Hummingbirds are very well adapted to sustain efficient and rapid metabolic shifts. They oxidize ingested nectar to directly fuel flight when foraging but have to switch to oxidizing stored lipids derived from ingested sugars during the night or long-distance migratory flights. Understanding how this organism moderates energy turnover is hampered by a lack of information regarding how relevant enzymes differ in sequence, expression, and regulation. To explore these questions, we generated a chromosome-scale genome assembly of the ruby-throated hummingbird (A. colubris) using a combination of long- and short-read sequencing, scaffolding it using existing assemblies. We then used hybrid long- and short-read RNA sequencing of liver and muscle tissue in fasted and fed metabolic states for a comprehensive transcriptome assembly and annotation. Our genomic and transcriptomic data found positive selection of key metabolic genes in nectivorous avian species and deletion of critical genes (SLC2A4, GCK) involved in glucostasis in other vertebrates. We found expression of a fructose-specific version of SLC2A5 putatively in place of insulin-sensitive SLC2A5, with predicted protein models suggesting affinity for both fructose and glucose. Alternative isoforms may even act to sequester fructose to preclude limitations from transport in metabolism. Finally, we identified differentially expressed genes from fasted and fed hummingbirds, suggesting key pathways for the rapid metabolic switch hummingbirds undergo.

Figure 1.

Experimental design and genome/transcriptome assembly overview. (A) Overview of experimental design and methods for producing a genome assembly and transcriptome of A. colubris. (B) Step plot of scaffold length for the 33 A. colubris chromosomes. (C) Number of isoforms per gene in the C. anna NCBI Liftoff annotation versus the StringTie2 hybrid transcriptome assembly. (D) The SLC2A5 gene locus in the C. anna NCBI Liftoff annotation and the StringTie2 hybrid transcriptome assembly.

Figure 2.

Positive selection in nectivory. (A) Upset plot illustrating the number of shared orthogroups between the 19 species.
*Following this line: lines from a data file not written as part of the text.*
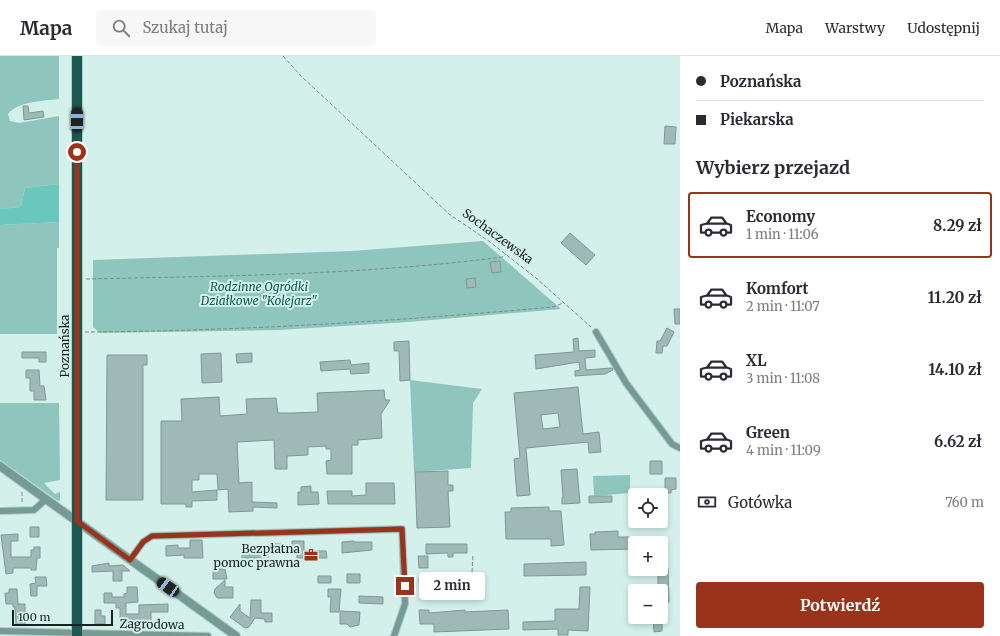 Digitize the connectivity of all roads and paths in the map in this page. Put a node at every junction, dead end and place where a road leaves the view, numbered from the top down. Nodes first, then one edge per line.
1 (77, 56) edge
2 (283, 56) edge
3 (506, 254) junction
4 (84, 279) dead end
5 (563, 303) junction
6 (84, 332) dead end
7 (596, 332) joint
8 (680, 448) edge
9 (0, 466) edge
10 (20, 487) dead end
11 (46, 499) junction
12 (22, 510) junction
13 (0, 511) edge
14 (77, 521) junction
15 (473, 554) dead end
16 (130, 560) junction
17 (472, 572) dead end
18 (0, 631) edge
19 (77, 634) edge
20 (231, 635) edge
21 (208, 636) edge
22 (394, 636) edge

1 - 14 main road, Poznańska
2 - 3 path, Sochaczewska
3 - 4 path
3 - 5 path, Sochaczewska
5 - 6 path
5 - 7 path, Sochaczewska
7 - 8 street
9 - 11 street
10 - 12 path
11 - 12 street
11 - 14 street
12 - 13 street
14 - 16 street
14 - 19 main road, Poznańska
15 - 17 path
16 - 20 street
16 - 22 street
18 - 19 street, Zagrodowa
19 - 21 street, Zagrodowa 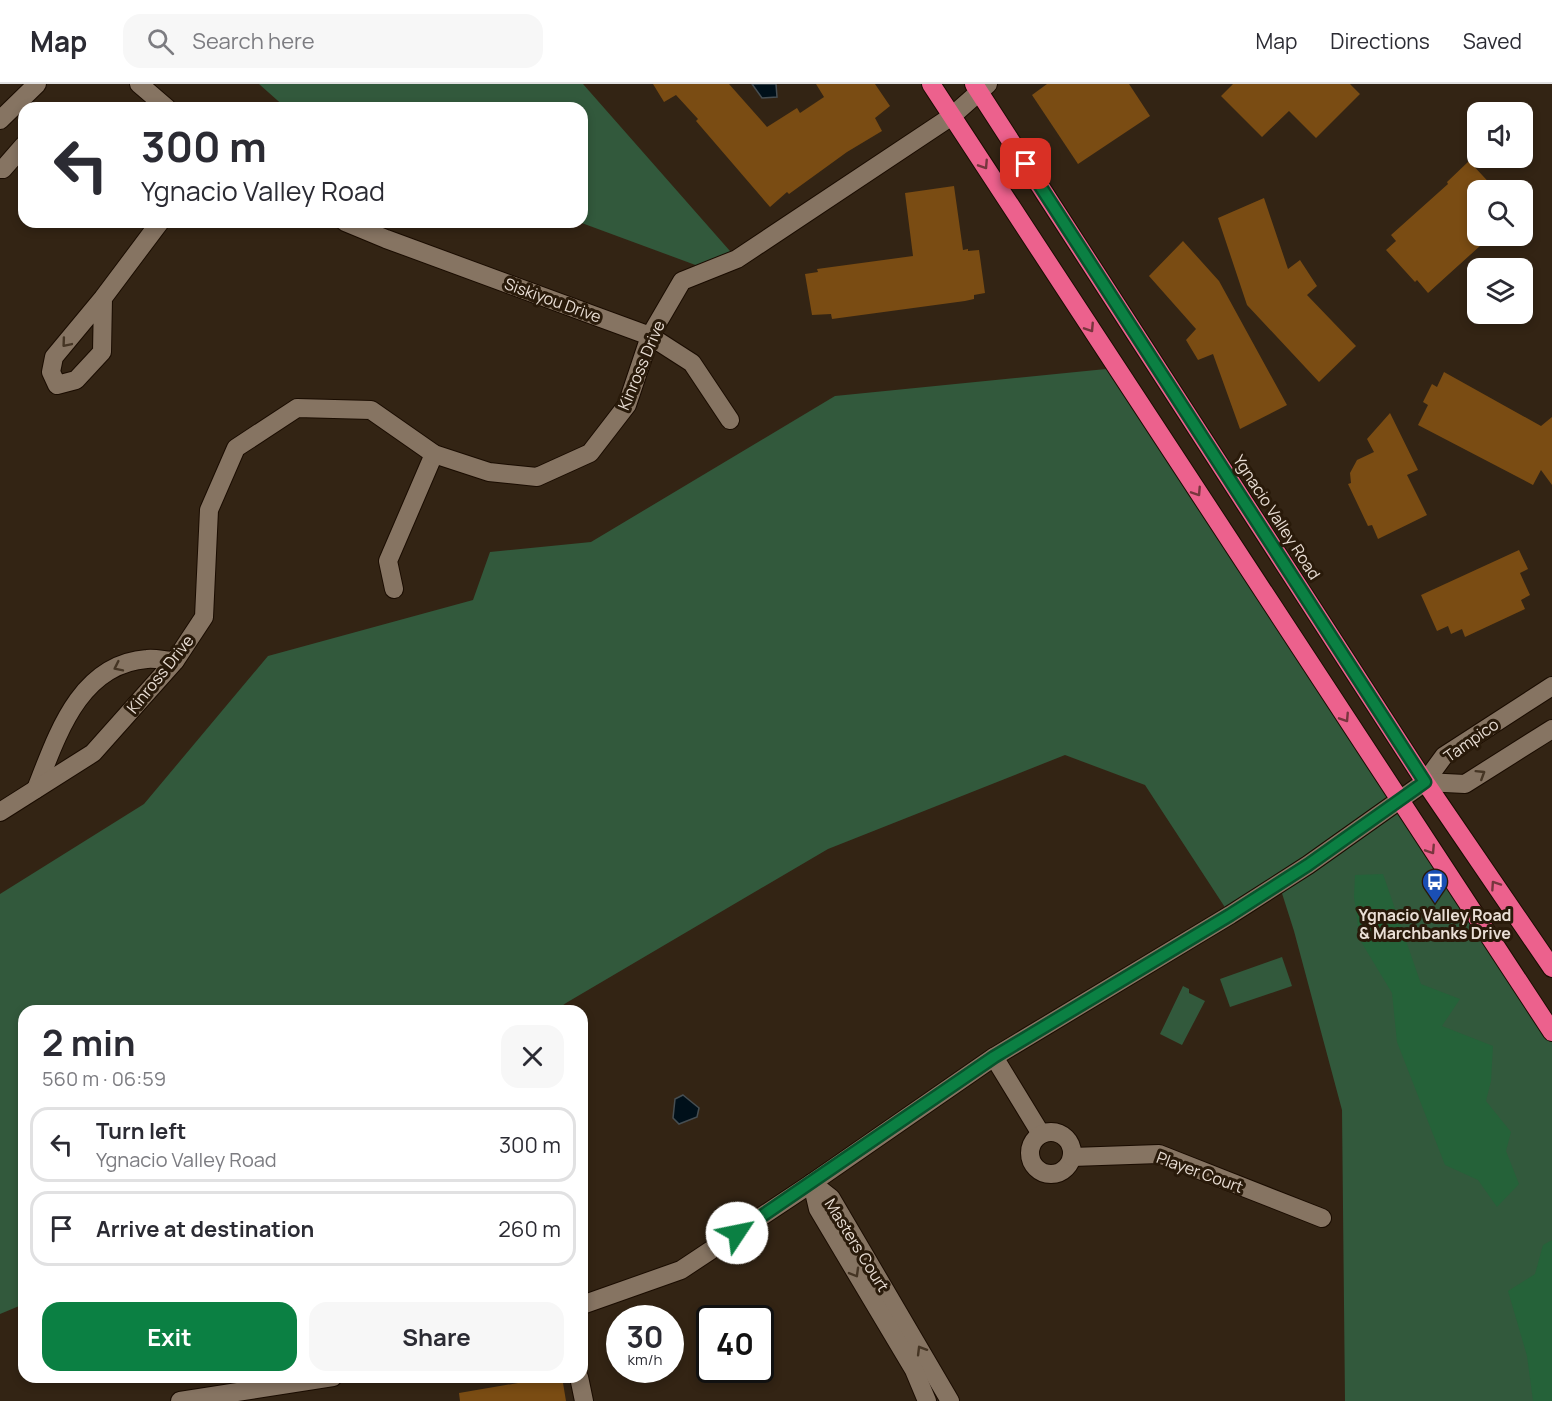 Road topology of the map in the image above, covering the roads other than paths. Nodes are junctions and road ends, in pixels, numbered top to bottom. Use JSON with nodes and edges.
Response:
{"nodes":[{"id":1,"x":139,"y":84,"type":"edge"},
{"id":2,"x":931,"y":84,"type":"edge"},
{"id":3,"x":35,"y":86,"type":"edge"},
{"id":4,"x":981,"y":87,"type":"edge"},
{"id":5,"x":19,"y":102,"type":"edge"},
{"id":6,"x":34,"y":102,"type":"edge"},
{"id":7,"x":160,"y":102,"type":"edge"},
{"id":8,"x":18,"y":103,"type":"edge"},
{"id":9,"x":952,"y":116,"type":"junction"},
{"id":10,"x":0,"y":120,"type":"edge"},
{"id":11,"x":18,"y":152,"type":"edge"},
{"id":12,"x":0,"y":169,"type":"edge"},
{"id":13,"x":156,"y":228,"type":"edge"},
{"id":14,"x":359,"y":228,"type":"edge"},
{"id":15,"x":104,"y":298,"type":"dead end"},
{"id":16,"x":650,"y":336,"type":"junction"},
{"id":17,"x":730,"y":420,"type":"dead end"},
{"id":18,"x":434,"y":453,"type":"junction"},
{"id":19,"x":393,"y":589,"type":"dead end"},
{"id":20,"x":175,"y":662,"type":"junction"},
{"id":21,"x":1552,"y":686,"type":"edge"},
{"id":22,"x":1552,"y":729,"type":"edge"},
{"id":23,"x":1425,"y":782,"type":"junction"},
{"id":24,"x":36,"y":789,"type":"junction"},
{"id":25,"x":1399,"y":801,"type":"junction"},
{"id":26,"x":0,"y":812,"type":"edge"},
{"id":27,"x":1552,"y":968,"type":"edge"},
{"id":28,"x":1552,"y":1032,"type":"edge"},
{"id":29,"x":994,"y":1057,"type":"junction"},
{"id":30,"x":1041,"y":1134,"type":"junction"},
{"id":31,"x":1072,"y":1157,"type":"junction"},
{"id":32,"x":812,"y":1183,"type":"junction"},
{"id":33,"x":1322,"y":1218,"type":"dead end"},
{"id":34,"x":588,"y":1303,"type":"edge"},
{"id":35,"x":295,"y":1383,"type":"edge"},
{"id":36,"x":580,"y":1383,"type":"edge"},
{"id":37,"x":180,"y":1401,"type":"edge"},
{"id":38,"x":584,"y":1401,"type":"edge"},
{"id":39,"x":927,"y":1401,"type":"edge"},
{"id":40,"x":950,"y":1401,"type":"edge"}],
"edges":[{"from":1,"to":7,"type":"street"},
{"from":2,"to":9,"type":"highway"},
{"from":3,"to":5,"type":"street"},
{"from":3,"to":6,"type":"street"},
{"from":4,"to":9,"type":"street","name":"Kinross Drive"},
{"from":4,"to":23,"type":"highway","name":"Ygnacio Valley Road"},
{"from":8,"to":10,"type":"street"},
{"from":9,"to":16,"type":"street","name":"Kinross Drive"},
{"from":9,"to":25,"type":"highway","one_way":true},
{"from":11,"to":12,"type":"street"},
{"from":13,"to":15,"type":"street"},
{"from":14,"to":16,"type":"street","name":"Siskiyou Drive"},
{"from":16,"to":17,"type":"street","name":"Siskiyou Drive"},
{"from":16,"to":18,"type":"street","name":"Kinross Drive"},
{"from":18,"to":19,"type":"street"},
{"from":18,"to":20,"type":"street","name":"Kinross Drive"},
{"from":20,"to":24,"type":"street","name":"Kinross Drive"},
{"from":20,"to":24,"type":"street","one_way":true},
{"from":21,"to":23,"type":"street","name":"Tampico"},
{"from":23,"to":22,"type":"street","name":"Tampico","one_way":true},
{"from":23,"to":25,"type":"street"},
{"from":27,"to":23,"type":"highway","name":"Ygnacio Valley Road","one_way":true},
{"from":24,"to":26,"type":"street","name":"Kinross Drive"},
{"from":25,"to":28,"type":"highway","one_way":true},
{"from":25,"to":29,"type":"street"},
{"from":29,"to":30,"type":"street"},
{"from":29,"to":32,"type":"street"},
{"from":30,"to":31,"type":"street"},
{"from":30,"to":31,"type":"street"},
{"from":31,"to":33,"type":"street","name":"Player Court"},
{"from":32,"to":34,"type":"street"},
{"from":32,"to":39,"type":"street","name":"Masters Court","one_way":true},
{"from":40,"to":32,"type":"street","name":"Masters Court","one_way":true},
{"from":35,"to":37,"type":"street"},
{"from":36,"to":38,"type":"street"}]}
Only bars with more than 50 orthogroups are shown. (B) ShinyGO Gene Ontology plot showing a hierarchical clustering tree to summarize the correlation among significant pathways. Pathways with many shared genes are clustered together. Dot size is representative of P-value significance.

Figure 3.

Hummingbird sugar transporters. (A) Normalized gene count plots for ruby-throated hummingbird muscle and liver tissue. (B) Isoform expression of SLC2A5 in the liver (left) and muscle (right). FPKM of each isoform color-coded according to the top scale bar. (C) Ribbon representations of the two protein models for SLC2A5 isoforms predicted by AlphaFold2 based on the mammalian SLC2A5 ortholog. Left is the X1 isoform; right is the X2 isoform that is missing exon 3. In both atomic models, N- and C-terminal TM bundles are colored blue and red, respectively. Regions of the X1 isoform that are missing in the X2 isoform (TM3/TM4) are depicted in light blue. Arginine–glutamate salt bridges at the intracellular tips of TMs are green. (ICHs) Intracellular helices. (D) Tracer oxidation rate over 20 min when birds were fed ¹³C on either the glucose or the fructose portion of the sucrose disaccharide. (E) Peak oxidation time of glucose and fructose in minutes (P = 0.02, paired t-test).

Figure 4.

Differential expression. (A) Volcano plot displaying differentially expressed genes (DEGs) from A. colubris liver tissue comparing fasted to fed. (B) Summary heatmap of top 12 enriched GO terms in the liver. (C) Volcano plot displaying DEGs from A. colubris muscle tissue comparing fasted to fed. (D) Summary heatmap of top 13 enriched GO terms in the muscle.